Apple didn't make that decision, they tried the browser thing, they initially wanted developers to make web apps instead of native apps, but people really, really didn't want that, to the point of making Cydia because Apple wouldn't budge. They eventually learned their lesson.
in reply to Mikołaj Hołysz

@miki huh, well in that case, the customer was very very wrong on that one, at least from the perspective of creating a healthy Internet in the future
in reply to Mikołaj Hołysz

@miki Apple didn’t release (or, one might say *they withheld*) browser APIs that we needed to make useful web apps. It’s better now, but there is still too much friction. Apple and the App Store won, users and developers lost.

I agree with everything in the article. 💯

in reply to Quinn Comendant

@com @miki Well, the initial mistake was when all the greedy consumer ISPs caused the Internet to go from IP (the protocol) -centric to Web-centric, effectively blocking all other protocols and services.

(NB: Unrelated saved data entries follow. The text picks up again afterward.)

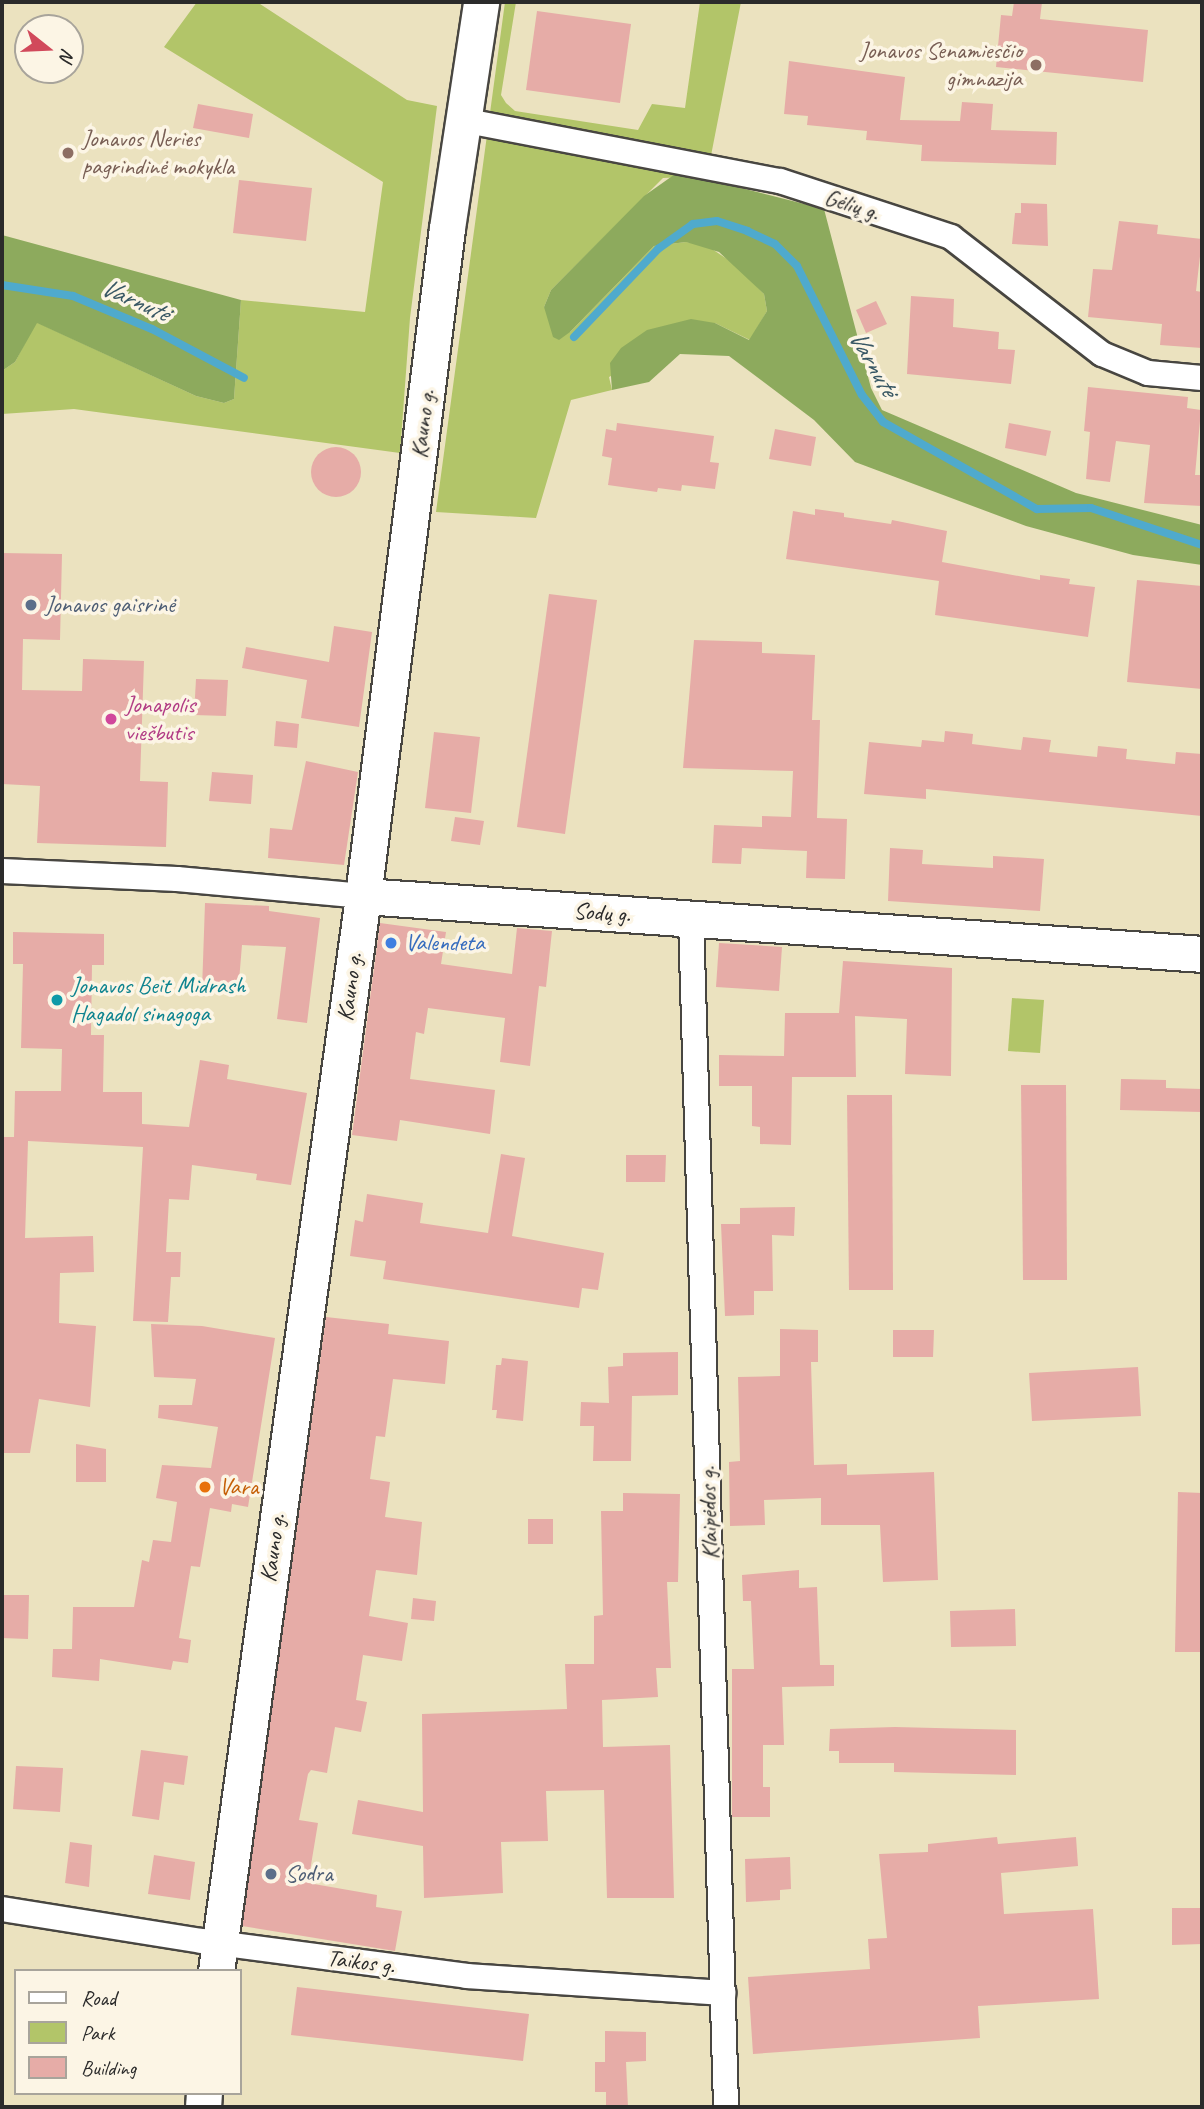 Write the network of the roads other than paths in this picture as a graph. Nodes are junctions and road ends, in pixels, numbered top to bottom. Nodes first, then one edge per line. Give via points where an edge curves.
1 (481, 2) edge
2 (462, 120) junction
3 (1202, 378) edge
4 (2, 871) edge
5 (363, 896) junction
6 (691, 919) junction
7 (1202, 954) edge
8 (2, 1909) edge
9 (217, 1957) edge
10 (723, 1993) junction
11 (726, 2107) edge

1 - 2 main road, Kauno g.
2 - 3 street, Gėlių g. via 780,181 951,237 1102,354 1148,373
2 - 5 main road, Kauno g.
4 - 5 street, Sodų g. via 177,879
5 - 6 main road, Sodų g.
5 - 9 main road, Kauno g.
6 - 7 main road, Sodų g.
6 - 10 street, Klaipėdos g.
8 - 9 street, Taikos g.
9 - 10 street, Taikos g.
10 - 11 street, Klaipėdos g.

From that point, did it really matter whether it is web browsers or bespoke apps that dominate? Everything has to be shoehorned into TCP streams formatted as HTTP traffic, regardless of whether it is effective or not. We the users have already lost and have a subpar experience.

in reply to ticho

@ticho @com I think the mistake doesn't just lay with "greedy consumer ISPs", a lot of it was caused by opening up the internet to bad actors, the exhaustion of IPV4 space, an increased focus on privacy and the move to portable, battery-powered devices.

End-to-end connectivity with no firewall is the opposite of what users want because of security, static IPs are bad for privacy and impossible when people constantly switch between WiFi and cellular, and it's a terrible idea to allow unrestricted connectivity if you care about battery life.

in reply to Mikołaj Hołysz

@miki @com Most of that could be solved or mitigated, see e.g. MPTCP (Multipath TCP) for solving reliance on unchanging static IPs.